Arrow-right Camera
The Spokesman-Review Newspaper
Spokane, Washington  Est. May 19, 1883

U.S. hits ISIS sites in northern Syria

Patrick J. Mcdonnell Los Angeles Times

BEIRUT – U.S.-led airstrikes have struck positions of the Islamic State in Syria close to the Turkish border, the Pentagon said Saturday, in what could signal an escalation of the American aerial assault against the extremist faction in Syria.

The strikes appeared to be the first time that the U.S.-led campaign in Syria had attacked militants in the northern Syrian border town of Ayn al-Arab, known as Kobani in Kurdish.

Last week, U.S. aircraft began hitting Islamic State positions across Syria, while continuing to target the group in neighboring Iraq.

In a statement, the U.S. Central Command said Saturday that aircraft destroyed an Islamic State building and two armored vehicles at the border crossing in Kobani. Kobani sits a few hundred yards south of barbed wire marking the Turkish border.

The strike was part of a series of attacks carried out across Syria on Friday and Saturday, the Central Command said.

President Barack Obama has pledged to “degrade and ultimately destroy” the Islamic State, also known by the acronyms ISIS or ISIL. In August, U.S. warplanes began airstrikes against Islamic State positions in Iraq.

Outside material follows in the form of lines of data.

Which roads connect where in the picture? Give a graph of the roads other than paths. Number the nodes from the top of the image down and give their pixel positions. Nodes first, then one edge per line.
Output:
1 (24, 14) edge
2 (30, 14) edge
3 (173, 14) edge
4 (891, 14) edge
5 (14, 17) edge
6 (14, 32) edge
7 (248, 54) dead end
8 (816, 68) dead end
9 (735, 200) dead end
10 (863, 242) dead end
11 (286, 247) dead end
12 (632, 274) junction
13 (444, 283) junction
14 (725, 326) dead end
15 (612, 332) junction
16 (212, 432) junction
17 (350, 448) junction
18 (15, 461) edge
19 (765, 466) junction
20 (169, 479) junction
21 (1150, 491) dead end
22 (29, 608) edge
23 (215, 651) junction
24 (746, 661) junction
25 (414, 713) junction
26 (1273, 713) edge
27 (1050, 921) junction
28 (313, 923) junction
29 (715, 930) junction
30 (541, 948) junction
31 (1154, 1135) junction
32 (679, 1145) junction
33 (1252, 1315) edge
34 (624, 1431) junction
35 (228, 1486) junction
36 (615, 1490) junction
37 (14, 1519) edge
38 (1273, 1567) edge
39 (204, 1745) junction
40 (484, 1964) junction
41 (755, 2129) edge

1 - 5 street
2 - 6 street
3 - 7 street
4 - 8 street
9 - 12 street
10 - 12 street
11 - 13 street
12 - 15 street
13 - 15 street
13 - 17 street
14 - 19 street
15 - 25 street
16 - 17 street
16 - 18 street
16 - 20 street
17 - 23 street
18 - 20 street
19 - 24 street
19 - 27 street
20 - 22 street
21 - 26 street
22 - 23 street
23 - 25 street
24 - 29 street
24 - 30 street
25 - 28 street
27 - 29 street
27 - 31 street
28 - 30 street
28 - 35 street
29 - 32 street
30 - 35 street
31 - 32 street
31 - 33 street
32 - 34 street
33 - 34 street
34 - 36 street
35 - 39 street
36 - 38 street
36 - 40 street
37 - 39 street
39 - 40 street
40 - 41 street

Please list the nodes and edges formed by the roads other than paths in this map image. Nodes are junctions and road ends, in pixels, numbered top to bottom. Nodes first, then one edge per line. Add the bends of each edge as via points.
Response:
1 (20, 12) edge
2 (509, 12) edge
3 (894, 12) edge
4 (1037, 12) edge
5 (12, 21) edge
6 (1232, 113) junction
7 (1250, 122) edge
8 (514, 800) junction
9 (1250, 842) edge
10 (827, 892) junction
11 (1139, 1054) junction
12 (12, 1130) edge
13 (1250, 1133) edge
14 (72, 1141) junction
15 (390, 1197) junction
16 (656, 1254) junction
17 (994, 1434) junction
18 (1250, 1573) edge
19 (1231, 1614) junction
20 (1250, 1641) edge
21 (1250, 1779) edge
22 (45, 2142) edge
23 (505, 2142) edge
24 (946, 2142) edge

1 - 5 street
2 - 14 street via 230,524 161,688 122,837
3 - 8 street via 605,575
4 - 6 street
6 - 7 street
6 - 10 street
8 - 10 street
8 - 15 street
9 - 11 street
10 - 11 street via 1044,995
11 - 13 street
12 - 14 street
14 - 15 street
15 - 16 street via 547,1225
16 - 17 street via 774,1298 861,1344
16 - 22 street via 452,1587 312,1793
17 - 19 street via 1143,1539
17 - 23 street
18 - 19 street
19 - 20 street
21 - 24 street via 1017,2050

Kobani has been the focus of a major battle pitting Syrian Kurdish militiamen against advancing forces of the Islamic State, an al-Qaida breakaway faction that has seized huge stretches of territory in northern Syria and Iraq. The Kurds have called for help from the international community.

It was unclear whether U.S. aerial bombardment in support of the Kurds in Kobani was the start of a larger effort to aid the ethnic minority, which has been losing ground to the better-armed Sunni Arab extremist fighters.

Overall, the Pentagon said Saturday, fighter jets and remotely piloted drone aircraft conducted seven airstrikes Friday and Saturday on Islamic State positions across Syria, including the attack in Kobani.

The forces of three Arab countries-Saudi Arabia, Jordan and the United Emirates-participated with the United States in some of the strikes, the Pentagon said without elaboration.